On June 16, 2014, the Securities and Exchange Commission (“SEC”) announced an enforcement action brought against a hedge fund advisory firm for engaging in prohibited transactions and retaliating against a whistleblower for disclosing potential securities law violations to the SEC.The firm agreed to pay $2.2 million to settle the charges without admitting wrongdoing. This is the first enforcement action brought by the SEC for retaliation against a whistleblower under the new rules adopted in 2011 pursuant to the Dodd-Frank Wall Street Reform and Consumer Protection Act (“Dodd-Frank Act”).

The SEC’s order stated that a head trader at the firm reported potential securities law violations to the SEC. The SEC stated that, after learning of the disclosure, the firm:

  • removed him from his head trader position,
  • tasked him with investigating the very conduct he reported to the SEC,
  • changed his job function from head trader to a full-time compliance assistant,
  • stripped him of his supervisory responsibilities, and
  • otherwise marginalized him.

The $2.2 million settlement consisted of a $1.7 million disgorgement, a $300,000 penalty, and prejudgment interest. The firm also agreed to retain an independent compliance consultant. The SEC’s release did not indicate whether the whistleblower will seek a bounty available under the SEC’s rules.
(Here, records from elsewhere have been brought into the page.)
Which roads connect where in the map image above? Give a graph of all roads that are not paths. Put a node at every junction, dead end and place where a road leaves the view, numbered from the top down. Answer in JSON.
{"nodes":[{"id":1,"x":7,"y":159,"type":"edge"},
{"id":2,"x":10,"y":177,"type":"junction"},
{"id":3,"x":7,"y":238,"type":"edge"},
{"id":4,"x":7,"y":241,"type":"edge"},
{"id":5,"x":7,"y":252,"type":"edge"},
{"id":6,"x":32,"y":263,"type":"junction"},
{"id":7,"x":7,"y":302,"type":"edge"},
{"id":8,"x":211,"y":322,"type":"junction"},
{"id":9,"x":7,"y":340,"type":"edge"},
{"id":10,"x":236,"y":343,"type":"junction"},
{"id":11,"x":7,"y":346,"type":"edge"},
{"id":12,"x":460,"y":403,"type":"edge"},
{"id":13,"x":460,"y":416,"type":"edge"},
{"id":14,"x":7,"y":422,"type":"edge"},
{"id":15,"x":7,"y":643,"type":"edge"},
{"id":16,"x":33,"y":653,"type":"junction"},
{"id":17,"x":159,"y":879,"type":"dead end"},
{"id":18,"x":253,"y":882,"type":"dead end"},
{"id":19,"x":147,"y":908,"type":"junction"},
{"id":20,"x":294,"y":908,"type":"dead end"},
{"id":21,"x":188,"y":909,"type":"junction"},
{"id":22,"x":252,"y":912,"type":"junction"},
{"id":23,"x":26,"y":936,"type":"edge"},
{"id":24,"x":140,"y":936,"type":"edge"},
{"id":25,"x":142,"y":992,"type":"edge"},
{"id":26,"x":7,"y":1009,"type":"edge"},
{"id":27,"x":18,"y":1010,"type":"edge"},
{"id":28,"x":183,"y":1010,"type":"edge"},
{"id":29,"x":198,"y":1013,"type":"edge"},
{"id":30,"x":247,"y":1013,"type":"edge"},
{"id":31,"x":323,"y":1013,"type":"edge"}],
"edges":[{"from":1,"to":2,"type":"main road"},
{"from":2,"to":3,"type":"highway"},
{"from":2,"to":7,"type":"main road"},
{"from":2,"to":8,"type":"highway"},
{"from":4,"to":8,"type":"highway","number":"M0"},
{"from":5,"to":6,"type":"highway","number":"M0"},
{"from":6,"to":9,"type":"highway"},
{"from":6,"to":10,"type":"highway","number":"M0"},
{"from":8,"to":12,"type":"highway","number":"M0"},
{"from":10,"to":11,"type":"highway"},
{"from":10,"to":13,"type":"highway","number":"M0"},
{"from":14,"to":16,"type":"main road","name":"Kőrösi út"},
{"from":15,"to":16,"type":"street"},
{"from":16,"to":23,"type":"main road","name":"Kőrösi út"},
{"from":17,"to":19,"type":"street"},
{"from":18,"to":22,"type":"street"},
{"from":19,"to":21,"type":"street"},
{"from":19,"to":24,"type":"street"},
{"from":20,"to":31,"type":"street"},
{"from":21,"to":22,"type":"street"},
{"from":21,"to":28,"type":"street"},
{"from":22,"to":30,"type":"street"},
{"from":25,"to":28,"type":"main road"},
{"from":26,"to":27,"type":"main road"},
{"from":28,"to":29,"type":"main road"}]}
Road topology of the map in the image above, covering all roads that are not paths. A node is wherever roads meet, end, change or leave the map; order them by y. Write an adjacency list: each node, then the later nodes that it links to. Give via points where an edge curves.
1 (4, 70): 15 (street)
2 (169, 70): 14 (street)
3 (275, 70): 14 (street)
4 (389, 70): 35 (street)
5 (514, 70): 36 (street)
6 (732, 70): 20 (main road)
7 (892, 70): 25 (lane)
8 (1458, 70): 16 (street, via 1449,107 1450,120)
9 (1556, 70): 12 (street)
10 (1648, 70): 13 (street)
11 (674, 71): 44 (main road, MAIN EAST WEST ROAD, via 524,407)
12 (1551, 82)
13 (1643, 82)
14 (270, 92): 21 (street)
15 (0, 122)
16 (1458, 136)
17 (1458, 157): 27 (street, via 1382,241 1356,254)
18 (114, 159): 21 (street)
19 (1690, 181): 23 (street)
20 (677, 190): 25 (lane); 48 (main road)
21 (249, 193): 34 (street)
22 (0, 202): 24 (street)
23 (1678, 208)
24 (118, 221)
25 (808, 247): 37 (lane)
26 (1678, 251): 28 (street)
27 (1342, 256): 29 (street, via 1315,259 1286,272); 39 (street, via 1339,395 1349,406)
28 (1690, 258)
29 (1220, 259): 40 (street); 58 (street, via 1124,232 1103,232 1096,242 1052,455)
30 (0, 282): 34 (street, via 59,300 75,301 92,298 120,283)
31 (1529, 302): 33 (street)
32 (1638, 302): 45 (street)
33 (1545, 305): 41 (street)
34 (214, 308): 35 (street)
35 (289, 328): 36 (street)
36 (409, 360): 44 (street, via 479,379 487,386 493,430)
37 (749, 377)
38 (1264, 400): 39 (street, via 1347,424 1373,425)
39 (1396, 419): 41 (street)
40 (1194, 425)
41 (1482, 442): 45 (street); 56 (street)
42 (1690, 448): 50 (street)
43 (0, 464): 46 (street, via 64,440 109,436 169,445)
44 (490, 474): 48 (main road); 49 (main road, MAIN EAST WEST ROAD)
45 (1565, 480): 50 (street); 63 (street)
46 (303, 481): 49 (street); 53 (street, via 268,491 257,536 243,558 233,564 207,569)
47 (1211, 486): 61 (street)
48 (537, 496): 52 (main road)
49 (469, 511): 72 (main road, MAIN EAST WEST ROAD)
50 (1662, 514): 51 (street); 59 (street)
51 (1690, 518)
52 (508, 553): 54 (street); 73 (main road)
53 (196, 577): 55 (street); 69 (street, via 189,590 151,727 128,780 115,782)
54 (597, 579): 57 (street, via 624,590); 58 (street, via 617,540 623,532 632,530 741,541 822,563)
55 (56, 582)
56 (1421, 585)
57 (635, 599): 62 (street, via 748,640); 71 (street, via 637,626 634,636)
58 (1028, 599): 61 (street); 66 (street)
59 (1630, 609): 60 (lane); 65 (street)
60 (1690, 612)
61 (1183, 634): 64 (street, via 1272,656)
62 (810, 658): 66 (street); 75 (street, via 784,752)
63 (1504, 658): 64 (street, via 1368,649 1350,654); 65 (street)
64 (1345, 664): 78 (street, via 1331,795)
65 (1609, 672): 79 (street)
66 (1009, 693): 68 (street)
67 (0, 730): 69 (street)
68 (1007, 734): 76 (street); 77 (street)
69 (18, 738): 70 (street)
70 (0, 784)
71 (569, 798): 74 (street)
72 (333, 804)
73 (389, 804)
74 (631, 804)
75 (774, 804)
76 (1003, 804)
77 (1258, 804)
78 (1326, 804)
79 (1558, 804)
In connection with the settlement, the chief of the SEC’s Office of the Whistleblower stated that “[f]or whistleblowers to come forward, they must feel assured that they’re protected from retaliation and the law is on their side should it occur.” He further stated that the SEC “will continue to exercise our anti- retaliation authority in these and other types of situations where a whistleblower is wrongfully targeted for doing the right thing and reporting a possible securities law violation.”

This action marks the first SEC effort to enforce its anti-retaliation authority under the whistleblower rules adopted pursuant to the Dodd-Frank Act. There is still some debate as to whether the SEC has the statutory authority to enforce the anti-retaliation provision, or whether a whistleblower himself must instead do so. Still, this action demonstrates that the SEC intends to take an aggressive posture on the issue.

As a practical matter, companies should make sure managers and human resources personnel are well- trained in dealing with whistleblowers and what might constitute retaliatory conduct. More generally,companies should continue to review their internal whistleblower policies and foster a corporate culture that gives employees the confidence to report potential violations within the company.